- _Task_
What lines of the data below include the word "Sandelsinkatu"? Report them by copying each.

- _Listed entries_
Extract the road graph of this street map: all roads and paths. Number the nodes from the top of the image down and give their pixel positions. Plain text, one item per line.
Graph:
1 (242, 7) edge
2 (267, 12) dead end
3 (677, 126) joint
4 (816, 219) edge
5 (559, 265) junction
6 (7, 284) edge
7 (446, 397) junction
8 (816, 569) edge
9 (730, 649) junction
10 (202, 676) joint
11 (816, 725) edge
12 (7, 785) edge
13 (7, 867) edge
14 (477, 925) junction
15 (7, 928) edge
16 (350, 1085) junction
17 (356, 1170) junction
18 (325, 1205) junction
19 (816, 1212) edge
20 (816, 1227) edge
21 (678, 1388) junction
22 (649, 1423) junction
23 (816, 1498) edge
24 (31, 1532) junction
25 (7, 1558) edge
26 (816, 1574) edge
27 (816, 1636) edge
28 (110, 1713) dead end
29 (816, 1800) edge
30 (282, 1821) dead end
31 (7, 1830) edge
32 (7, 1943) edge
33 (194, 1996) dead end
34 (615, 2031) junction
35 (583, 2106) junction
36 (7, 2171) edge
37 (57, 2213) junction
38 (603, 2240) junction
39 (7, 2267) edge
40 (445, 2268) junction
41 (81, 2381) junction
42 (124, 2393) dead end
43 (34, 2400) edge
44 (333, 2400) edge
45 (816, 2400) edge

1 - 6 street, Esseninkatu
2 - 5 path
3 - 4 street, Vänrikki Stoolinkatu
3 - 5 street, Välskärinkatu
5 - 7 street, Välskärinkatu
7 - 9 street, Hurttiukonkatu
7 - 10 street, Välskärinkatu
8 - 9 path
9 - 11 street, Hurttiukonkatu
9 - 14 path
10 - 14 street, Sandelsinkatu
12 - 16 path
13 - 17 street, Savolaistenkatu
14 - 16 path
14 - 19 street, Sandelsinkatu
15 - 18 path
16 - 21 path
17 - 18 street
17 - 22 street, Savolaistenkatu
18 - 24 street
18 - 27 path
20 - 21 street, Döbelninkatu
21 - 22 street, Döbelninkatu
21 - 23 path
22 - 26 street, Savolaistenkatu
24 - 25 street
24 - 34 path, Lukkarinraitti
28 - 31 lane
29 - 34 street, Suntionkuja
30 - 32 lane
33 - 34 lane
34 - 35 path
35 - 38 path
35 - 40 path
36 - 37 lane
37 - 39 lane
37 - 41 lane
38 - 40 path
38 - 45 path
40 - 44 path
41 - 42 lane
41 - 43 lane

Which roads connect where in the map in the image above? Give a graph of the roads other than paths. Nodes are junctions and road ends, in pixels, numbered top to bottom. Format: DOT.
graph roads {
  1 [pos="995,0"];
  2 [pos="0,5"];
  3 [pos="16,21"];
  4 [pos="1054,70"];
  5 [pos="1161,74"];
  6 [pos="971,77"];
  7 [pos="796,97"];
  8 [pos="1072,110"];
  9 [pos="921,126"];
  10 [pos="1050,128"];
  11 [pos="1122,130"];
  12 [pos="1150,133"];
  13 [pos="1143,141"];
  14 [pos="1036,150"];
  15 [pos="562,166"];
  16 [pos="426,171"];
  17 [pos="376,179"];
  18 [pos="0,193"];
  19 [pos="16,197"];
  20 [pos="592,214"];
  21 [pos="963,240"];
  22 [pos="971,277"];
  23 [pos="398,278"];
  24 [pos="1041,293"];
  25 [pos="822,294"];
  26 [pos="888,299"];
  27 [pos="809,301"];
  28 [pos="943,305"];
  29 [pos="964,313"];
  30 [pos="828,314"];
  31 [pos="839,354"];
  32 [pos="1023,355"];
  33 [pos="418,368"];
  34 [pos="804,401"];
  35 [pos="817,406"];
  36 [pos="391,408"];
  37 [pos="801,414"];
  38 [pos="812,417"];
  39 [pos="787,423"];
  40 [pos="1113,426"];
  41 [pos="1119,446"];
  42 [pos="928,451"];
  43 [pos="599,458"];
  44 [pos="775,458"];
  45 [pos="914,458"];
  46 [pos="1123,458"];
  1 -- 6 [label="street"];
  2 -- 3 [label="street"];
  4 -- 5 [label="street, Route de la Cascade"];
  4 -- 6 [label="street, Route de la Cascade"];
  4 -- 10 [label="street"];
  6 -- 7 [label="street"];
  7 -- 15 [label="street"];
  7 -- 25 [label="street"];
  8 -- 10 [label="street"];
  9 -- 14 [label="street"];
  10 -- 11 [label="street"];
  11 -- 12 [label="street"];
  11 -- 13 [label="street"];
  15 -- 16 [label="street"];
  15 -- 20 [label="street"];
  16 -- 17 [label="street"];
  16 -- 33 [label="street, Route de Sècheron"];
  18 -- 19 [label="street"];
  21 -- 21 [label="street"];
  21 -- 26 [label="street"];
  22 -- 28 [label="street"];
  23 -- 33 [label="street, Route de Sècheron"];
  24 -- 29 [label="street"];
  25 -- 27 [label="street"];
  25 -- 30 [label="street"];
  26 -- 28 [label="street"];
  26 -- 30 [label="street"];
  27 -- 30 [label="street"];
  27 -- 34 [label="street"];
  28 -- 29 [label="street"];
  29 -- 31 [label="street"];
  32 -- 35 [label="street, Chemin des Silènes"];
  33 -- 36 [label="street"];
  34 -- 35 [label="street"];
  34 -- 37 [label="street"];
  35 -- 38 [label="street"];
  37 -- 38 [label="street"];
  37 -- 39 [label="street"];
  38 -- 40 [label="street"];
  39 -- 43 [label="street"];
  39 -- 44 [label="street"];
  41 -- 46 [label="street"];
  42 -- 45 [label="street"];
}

- _Task result_
10 - 14 street, Sandelsinkatu
14 - 19 street, Sandelsinkatu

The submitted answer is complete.